The scale of use of medical services abroad suggests that the dissatisfaction is real. Quality issues get resolved through competition and emulation. The coming of Apollo to Sri Lanka raised the game for all the private hospitals: they improved; they retained market share. The winners were not only the patients going to Apollo; all those seeking private hospital care benefited. When Sri Lankan doctors work shoulder to shoulder with good foreign doctors, they too improve their skills. Again, the beneficiaries are all the patients, not just those who sought the services of the Indian doctors.

Sri Lankan accountants are very good because they trade in the world market; because they sell their services in Mode 1 through the many business process outsourcing (BOP) operations that have come up; in Mode 4, by working abroad; and in Mode 3 and 4 when they go along with Sri Lankan firms to India or foreign accountants come to Sri Lanka along with BOI companies.

In contrast, our lawyers are pretty rusty. They face no competition and many have little familiarity with modern legal skills. Like any protected industry, the legal profession sells sub-standard services for high prices and screams for protection.So protectionism in the services trade is no different from protectionism in the goods trade. The protectionists spend their time organizing protests; successful business people like those at Colombo Dockyards, Brandix, and Damro (all operating successfully in India) spend their time doing business, creating jobs and value.

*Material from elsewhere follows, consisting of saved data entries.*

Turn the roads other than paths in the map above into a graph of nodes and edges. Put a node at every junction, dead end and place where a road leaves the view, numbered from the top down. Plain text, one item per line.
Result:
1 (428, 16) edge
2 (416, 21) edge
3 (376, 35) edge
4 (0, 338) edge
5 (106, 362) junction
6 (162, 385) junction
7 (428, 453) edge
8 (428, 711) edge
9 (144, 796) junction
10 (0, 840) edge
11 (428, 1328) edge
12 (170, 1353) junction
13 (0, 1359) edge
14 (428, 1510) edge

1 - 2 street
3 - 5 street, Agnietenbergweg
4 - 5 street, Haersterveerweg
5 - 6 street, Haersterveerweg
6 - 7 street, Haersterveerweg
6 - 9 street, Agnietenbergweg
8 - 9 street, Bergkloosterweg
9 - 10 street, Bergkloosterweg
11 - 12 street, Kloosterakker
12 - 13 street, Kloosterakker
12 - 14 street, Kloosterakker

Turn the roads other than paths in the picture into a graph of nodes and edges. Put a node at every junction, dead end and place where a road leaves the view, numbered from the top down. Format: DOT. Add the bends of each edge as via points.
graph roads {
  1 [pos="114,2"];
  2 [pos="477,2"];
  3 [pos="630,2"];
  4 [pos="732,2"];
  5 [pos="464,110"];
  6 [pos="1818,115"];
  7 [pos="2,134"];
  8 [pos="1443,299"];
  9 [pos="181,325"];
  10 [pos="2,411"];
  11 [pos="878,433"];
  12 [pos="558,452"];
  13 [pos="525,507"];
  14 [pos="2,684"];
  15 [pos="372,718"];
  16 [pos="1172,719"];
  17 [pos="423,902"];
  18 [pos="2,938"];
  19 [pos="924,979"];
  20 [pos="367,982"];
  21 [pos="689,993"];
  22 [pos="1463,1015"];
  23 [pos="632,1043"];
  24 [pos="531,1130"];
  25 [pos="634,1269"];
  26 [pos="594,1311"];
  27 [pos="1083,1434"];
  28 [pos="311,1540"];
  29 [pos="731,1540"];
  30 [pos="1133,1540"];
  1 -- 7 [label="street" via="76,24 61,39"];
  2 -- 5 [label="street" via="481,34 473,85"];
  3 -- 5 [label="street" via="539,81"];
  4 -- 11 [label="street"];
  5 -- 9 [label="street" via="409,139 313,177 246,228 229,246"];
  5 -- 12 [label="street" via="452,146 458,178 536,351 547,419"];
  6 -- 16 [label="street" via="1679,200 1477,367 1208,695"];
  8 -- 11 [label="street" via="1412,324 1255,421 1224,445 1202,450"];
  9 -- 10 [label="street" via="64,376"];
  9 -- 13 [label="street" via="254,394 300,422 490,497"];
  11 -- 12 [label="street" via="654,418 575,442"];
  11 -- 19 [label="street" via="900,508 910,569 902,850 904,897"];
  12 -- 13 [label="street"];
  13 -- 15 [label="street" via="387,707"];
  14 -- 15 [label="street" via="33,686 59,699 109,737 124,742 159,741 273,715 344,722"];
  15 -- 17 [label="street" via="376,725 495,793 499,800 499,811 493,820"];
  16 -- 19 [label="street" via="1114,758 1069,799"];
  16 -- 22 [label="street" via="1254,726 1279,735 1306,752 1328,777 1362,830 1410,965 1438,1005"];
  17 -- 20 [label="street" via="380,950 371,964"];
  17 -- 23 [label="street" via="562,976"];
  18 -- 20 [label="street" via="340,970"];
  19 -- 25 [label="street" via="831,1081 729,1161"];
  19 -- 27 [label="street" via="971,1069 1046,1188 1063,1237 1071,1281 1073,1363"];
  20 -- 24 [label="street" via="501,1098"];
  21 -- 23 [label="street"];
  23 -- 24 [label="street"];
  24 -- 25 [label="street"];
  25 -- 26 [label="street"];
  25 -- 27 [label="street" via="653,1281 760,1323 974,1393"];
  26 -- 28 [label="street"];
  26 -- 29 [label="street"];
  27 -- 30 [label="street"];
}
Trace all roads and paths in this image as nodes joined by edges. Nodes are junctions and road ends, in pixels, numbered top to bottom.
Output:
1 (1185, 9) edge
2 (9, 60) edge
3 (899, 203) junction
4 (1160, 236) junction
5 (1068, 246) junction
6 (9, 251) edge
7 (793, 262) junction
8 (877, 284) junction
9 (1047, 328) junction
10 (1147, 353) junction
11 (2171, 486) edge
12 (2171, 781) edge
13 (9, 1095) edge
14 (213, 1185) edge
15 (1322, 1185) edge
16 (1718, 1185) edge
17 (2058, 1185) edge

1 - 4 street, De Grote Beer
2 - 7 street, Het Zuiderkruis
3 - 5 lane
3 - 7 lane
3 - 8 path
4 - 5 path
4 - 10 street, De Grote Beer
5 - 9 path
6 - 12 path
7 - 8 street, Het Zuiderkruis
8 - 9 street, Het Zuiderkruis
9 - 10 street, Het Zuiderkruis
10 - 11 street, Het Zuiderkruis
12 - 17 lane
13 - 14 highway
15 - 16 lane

What will be lost without CEPA?
Rules and dispute resolution procedures will be lost. Ways to maintain professional standards will be lost. Trade will continue. Safeguards will be absent.
Protectionism in the goods trade takes several forms: first, high tariffs that make the imported item artificially more expensive than the local product; second, quotas; third, non-tariff barriers (NTBs). The last is the most complex, an example being the complicated and time-consuming testing of agricultural imports that cause them to rot in the port. NTBs become more important when tariffs are low and quotas difficult to impose, i.e., now.

In trade-in-services, only one instrument can be used, NTBs. Services do not go through ports and customs so they cannot be taxed and limited. They are intangible, another reason why they cannot be subject to tariffs and quotas.

So trade-in-services is vulnerable to the discretion of officials. The Indian doctors at the Apollo served at the pleasure of the BOI. Sri Lankan architects work in India, but Indian architects sign their blueprints and collect fees for doing nothing.A services agreement of the kind that is part of CEPA will set the rules and procedures to reduce the discretion that can affect the services trade. It will make the rules clearer and bribes less necessary.

It is an outright lie to say that any Indian will be able to come to Sri Lanka under the CEPA. The way services agreements work is that specific industries like medical services or port services are scheduled with time tables and specific provisions. For example, some agreements specify that professionals can come only with foreign-owned firms and are tied to that employment. The North American Free Trade Agreement applied only to personnel with degrees. It is very rarely that unaffiliated professionals will be allowed free access.

When a profession is affected, a schedule is set for authorities on both sides to work out mutual recognition agreements. In many cases this involves the professional bodies. These are some of what we will not get if the CEPA is not signed. And the same people who organize demonstrations against India will continue to bring software engineers here to work on the cheap on tourist visas, or discretionary work authorizations.

This is some of what the lady at the lunch table did not know. And she was against signing the CEPA.